TERRITOIRES DÉNATURÉS
ENQUÊTE SUR LA FRANCE NUCLÉAIRE


Nicolas GALLON


Editeur : Éditions du Seuil
Année de parution : 2024
Nombre de pages : 128
Dimensions : 22X19cm
Langue : Français
ISBN 13 : 9782021537192



Je suis né dans le pays le plus nucléarisé au monde sans jamais me poser de réelles questions sur cette énergie. Ce n’est qu’en 2012, lors du premier anniversaire de la catastrophe de Fukushima, que je pars photographier la centrale de Nogent-sur-Seine, la plus proche de là où je vis. Passé la stupéfaction devant l’immensité de l’édifice, je tourne pendant trois jours autour des cheminées de refroidissement pour trouver le meilleur point de vue.

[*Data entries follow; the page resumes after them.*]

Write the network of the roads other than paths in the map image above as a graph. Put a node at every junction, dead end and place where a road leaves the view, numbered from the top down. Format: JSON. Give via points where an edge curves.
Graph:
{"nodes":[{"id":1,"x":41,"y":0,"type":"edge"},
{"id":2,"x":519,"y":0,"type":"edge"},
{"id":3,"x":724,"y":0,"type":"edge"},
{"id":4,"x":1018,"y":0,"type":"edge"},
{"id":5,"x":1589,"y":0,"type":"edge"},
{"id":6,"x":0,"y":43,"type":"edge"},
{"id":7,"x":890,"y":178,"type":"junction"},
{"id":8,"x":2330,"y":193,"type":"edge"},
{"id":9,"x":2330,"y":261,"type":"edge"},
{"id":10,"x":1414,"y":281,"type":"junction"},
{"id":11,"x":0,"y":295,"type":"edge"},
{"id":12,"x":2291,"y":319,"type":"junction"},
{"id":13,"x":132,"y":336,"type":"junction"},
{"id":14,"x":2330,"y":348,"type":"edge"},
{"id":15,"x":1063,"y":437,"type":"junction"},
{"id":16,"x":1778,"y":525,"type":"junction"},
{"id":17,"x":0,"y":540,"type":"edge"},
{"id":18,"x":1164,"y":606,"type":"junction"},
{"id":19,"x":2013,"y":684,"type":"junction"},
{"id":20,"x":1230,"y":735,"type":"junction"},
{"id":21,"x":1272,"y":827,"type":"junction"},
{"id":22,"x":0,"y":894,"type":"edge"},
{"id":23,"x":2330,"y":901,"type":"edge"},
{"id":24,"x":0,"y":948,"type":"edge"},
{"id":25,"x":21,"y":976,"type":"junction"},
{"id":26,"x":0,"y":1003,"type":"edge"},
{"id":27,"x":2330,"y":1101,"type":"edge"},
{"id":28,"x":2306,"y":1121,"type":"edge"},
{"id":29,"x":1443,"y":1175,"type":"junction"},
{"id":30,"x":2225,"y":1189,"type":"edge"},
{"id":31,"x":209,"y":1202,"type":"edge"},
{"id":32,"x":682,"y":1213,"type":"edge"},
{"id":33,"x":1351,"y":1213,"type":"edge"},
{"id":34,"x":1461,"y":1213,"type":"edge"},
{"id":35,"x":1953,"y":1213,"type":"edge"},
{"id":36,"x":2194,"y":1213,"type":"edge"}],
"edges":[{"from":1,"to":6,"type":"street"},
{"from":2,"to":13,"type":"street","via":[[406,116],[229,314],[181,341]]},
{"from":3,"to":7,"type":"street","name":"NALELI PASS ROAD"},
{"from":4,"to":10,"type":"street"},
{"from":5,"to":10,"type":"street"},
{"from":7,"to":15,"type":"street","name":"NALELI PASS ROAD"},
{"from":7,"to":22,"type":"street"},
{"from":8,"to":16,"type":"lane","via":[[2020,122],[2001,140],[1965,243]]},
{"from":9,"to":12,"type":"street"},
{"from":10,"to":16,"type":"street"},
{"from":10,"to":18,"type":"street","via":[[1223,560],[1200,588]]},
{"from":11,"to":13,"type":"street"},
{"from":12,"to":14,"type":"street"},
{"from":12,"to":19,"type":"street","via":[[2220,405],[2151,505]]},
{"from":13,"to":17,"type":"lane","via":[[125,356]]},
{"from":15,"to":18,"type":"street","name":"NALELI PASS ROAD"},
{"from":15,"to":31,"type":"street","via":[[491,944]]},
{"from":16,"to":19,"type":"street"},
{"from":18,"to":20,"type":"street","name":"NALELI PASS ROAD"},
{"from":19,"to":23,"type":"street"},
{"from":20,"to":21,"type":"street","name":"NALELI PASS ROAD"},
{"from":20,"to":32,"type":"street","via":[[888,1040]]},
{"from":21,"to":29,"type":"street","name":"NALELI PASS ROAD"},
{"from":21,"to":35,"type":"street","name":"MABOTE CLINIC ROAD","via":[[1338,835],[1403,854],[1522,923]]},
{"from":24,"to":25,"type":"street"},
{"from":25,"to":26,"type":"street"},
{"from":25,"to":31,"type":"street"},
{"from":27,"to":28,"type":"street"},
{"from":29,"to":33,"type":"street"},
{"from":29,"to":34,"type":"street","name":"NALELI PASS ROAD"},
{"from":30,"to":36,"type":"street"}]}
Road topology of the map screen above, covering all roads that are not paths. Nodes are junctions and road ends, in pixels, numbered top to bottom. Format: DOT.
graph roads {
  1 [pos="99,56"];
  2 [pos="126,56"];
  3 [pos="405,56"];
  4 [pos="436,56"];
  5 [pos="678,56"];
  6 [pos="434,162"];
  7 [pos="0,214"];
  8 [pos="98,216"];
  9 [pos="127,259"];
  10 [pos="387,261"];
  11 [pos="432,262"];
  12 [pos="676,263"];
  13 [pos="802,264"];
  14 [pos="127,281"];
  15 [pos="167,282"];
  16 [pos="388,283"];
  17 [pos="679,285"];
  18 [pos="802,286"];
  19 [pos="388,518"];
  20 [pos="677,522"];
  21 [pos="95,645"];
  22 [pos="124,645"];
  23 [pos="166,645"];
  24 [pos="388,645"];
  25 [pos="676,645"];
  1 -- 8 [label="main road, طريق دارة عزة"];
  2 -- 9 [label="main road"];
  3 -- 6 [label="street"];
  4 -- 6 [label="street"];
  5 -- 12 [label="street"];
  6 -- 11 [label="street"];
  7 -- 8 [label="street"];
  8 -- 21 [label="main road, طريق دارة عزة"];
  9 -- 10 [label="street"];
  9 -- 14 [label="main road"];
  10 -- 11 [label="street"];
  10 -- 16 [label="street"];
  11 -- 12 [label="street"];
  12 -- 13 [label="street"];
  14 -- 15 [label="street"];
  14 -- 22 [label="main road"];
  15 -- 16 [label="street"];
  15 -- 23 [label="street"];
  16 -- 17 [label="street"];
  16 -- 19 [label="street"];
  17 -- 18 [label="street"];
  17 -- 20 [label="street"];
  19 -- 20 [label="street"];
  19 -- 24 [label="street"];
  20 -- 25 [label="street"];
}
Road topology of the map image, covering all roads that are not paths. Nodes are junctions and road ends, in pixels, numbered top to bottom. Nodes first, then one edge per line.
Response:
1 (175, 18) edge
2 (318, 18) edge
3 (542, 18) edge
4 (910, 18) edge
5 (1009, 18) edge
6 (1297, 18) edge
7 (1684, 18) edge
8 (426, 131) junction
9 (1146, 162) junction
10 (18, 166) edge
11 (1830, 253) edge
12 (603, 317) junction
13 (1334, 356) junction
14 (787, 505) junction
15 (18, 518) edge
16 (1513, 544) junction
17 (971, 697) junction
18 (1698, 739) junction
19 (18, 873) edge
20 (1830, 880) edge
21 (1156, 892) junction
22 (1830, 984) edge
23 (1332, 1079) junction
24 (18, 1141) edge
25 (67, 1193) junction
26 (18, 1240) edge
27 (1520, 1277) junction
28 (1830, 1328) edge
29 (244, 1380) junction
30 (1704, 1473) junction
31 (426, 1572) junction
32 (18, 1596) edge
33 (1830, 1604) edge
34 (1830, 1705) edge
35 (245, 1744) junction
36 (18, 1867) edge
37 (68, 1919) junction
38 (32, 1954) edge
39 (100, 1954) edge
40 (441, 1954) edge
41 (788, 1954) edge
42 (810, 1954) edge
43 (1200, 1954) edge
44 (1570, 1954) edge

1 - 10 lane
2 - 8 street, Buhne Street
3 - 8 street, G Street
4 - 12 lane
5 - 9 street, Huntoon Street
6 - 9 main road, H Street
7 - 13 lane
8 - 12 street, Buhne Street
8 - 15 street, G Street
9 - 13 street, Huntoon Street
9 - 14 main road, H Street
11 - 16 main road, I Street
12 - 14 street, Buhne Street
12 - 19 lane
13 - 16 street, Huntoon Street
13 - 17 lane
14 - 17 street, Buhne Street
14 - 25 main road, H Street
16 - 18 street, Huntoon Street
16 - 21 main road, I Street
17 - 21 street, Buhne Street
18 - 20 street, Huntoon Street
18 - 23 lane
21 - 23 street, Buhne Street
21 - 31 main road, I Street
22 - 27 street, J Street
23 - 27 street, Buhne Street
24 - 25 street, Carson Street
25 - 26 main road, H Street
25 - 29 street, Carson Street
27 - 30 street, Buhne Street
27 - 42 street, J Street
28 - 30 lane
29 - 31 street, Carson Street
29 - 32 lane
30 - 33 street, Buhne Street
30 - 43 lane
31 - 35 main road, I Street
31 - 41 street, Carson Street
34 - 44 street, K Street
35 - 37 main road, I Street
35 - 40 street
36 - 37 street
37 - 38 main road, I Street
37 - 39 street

J’arrive au stade Roger-Couderc, et là, je vois une trentaine d’enfants qui s’entraînent au foot. En arrière-plan de cette scène, les deux énormes cheminées de la centrale crachent un épais panache dans le ciel. Touché et étourdi par la juxtaposition de cette insouciance et d’un danger possible, je décide de continuer ce travail sur les autres centrales françaises, et vais durant les mois suivants parcourir tout notre territoire pour photographier la totalité des dix-neuf centrales nucléaires. Parallèlement à ce reportage, je commence à me documenter. Je m’informe, je me forme. Je
m’intéresse au fonctionnement d’une centrale, je me renseigne sur ce qui se produit avant et après la combustion de l’uranium, j’apprends les différentes provenances de ce minerai censé nous garantir l’indépendance énergétique, je découvre les accidents mis en sourdine de Three Mile Island ou de Saint-Laurent-des-Eaux, j’essaye de comprendre la problématique de la gestion des déchets, prends conscience des décisions politiques, des non-dits, des passages en force de l’État pour imposer le nucléaire comme notre principale source d’énergie. Alors je me rends à nouveau sur place, je visite les anciennes mines, je déambule entre les différents sites de stockage de déchets, je me heurte à un lourd silence à La Hague, je traîne le long des usines de transformation d’uranium,
je découvre la Meuse et le projet d’enfouissement des déchets à Bure. Je rencontre les habitants, les militants, discute avec les travailleurs, j’échange avec les principaux concernés sur place, traquant les moindres traces de cette industrie dans les sols, les rivières, dans les arbres, les lacs et les étangs : césium 135, polonium 210, plomb 210, thorium 230, radon… Et je me rends à Plogoff pour souffler.
Dix ans d’enquête sont réunis dans cet ouvrage. Je ne suis pas militant, du moins je le crois, ni un lanceur d’alerte. Je suis un citoyen inquiet et un photojournaliste qui enquête sur la politique énergétique d’un pays. Je ne cherche à convaincre personne ; malgré tout, je suis convaincu qu’un autre choix est possible.